Cette évolution fut également le fruit de la réforme de l'église et la naissance du calvinisme au XVIe siècle, ouvrant ainsi la voie à la modernité et à la formation d'un être humain libéré du joug des religieux. Le calvinisme a prêché un nouveau modèle différent de celui de l'Ancien Testament, voire une nouvelle représentation du salut de l'être humain. Suivant ce modèle, chacun est seul face à Dieu. Le signe du salut et de l'élection divine n'est plus entre les mains de l'Église ou de ses représentants, mais réside dans la « réussite matérielle ». Cette dernière s'impose donc au nom d'une vision éthique du monde. Le sociologue allemand Max Weber est allé encore plus loin en affirmant qu'il y a une sorte « d'affinité spirituelle » entre l'état d'esprit protestant et celui du capitalisme. De son côté, Philippe Bernoux a considéré que « cette célèbre analyse de l'éthique protestante et de l'esprit du capitalisme fournit une explication de la naissance de la société industrielle sous la forme du capitalisme qui a été la sienne ».
En outre, le raisonnement de Max Weber, en opposition avec l'analyse marxiste, a démontré une antériorité du phénomène religieux sur le phénomène économique.
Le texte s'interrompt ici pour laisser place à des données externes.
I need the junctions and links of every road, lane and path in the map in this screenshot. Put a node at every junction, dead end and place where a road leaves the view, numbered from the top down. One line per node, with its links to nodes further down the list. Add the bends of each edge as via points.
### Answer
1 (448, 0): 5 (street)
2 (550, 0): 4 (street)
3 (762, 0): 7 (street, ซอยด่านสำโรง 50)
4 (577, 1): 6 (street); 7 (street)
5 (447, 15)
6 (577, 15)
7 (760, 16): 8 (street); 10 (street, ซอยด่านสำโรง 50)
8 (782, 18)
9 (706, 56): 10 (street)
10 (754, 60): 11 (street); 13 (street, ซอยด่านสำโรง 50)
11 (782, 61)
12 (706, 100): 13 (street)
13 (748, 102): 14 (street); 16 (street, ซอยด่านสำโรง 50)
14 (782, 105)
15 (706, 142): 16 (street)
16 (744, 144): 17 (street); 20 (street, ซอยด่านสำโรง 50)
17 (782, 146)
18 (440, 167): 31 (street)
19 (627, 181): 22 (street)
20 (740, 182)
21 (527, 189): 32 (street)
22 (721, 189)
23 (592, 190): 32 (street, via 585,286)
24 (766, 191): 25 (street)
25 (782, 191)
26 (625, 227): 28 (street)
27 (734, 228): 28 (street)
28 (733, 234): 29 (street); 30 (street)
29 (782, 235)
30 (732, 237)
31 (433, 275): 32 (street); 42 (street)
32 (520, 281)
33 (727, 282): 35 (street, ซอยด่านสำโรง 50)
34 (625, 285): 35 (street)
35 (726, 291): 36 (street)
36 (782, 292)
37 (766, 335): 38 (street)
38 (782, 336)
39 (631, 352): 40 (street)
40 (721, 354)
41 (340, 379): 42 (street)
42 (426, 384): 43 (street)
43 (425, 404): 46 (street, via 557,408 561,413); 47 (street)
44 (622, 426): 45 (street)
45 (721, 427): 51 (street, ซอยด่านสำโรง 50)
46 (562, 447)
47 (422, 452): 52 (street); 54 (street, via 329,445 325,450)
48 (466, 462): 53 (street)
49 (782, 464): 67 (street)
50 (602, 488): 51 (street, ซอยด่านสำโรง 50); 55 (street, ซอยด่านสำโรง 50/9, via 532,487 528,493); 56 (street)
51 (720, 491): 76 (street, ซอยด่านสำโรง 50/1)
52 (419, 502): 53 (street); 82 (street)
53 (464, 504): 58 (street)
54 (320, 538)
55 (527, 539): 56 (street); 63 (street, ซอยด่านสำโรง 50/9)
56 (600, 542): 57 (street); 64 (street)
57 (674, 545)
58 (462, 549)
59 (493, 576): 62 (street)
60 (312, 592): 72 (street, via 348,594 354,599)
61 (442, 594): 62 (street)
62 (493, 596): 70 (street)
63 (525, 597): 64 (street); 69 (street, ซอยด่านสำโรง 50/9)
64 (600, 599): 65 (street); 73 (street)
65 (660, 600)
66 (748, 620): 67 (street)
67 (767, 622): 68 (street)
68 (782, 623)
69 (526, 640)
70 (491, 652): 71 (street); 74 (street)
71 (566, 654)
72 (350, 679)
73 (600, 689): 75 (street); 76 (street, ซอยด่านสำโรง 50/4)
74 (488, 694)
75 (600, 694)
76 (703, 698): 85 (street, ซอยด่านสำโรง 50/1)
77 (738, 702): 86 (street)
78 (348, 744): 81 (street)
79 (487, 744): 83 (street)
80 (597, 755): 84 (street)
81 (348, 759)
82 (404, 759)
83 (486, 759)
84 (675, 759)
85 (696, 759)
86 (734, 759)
Le calvinisme s'est donc présenté comme un modèle religieux capable de se réconcilier avec la modernité et la science, et son apport dans le changement culturel et l'évolution des sociétés occidentales fut incontestable.
L'histoire de l'évolution de ces sociétés montre aussi le rôle moteur de la Renaissance et du mouvement intellectuel né au XVIIIe siècle. Ce dernier a donné naissance à l'idée du contrat social et à l'émergence de l'individualisme. La substitution de l'idée du contrat social à celle de la théocratie a ouvert la voie à l'émergence de l'État moderne et au principe de la citoyenneté. Pour John Locke, le prêcheur de l'idée du contrat social, « les hommes s'associent et se soumettent à des gouvernements dans le but de conserver leur propriété, acquise par le travail. La société naît d'une association harmonieuse entre les citoyens, sous forme de contrat ».
Il est certain aussi que la société industrielle en Europe est née des progrès techniques, mais surtout d'un mouvement intellectuel et d'idées qui se traduisent dans des organisations de plus en plus rationnelles. On peut citer notamment le courant de pensée qui s'est développé avec l'industrie au XIXe siècle et qui a fait l'éloge de la science. D'après ce courant, « quelles que soient les conséquences matérielles des progrès de la connaissance scientifique, la science reste la plus efficace et la plus capable de rendre l'être humain heureux ».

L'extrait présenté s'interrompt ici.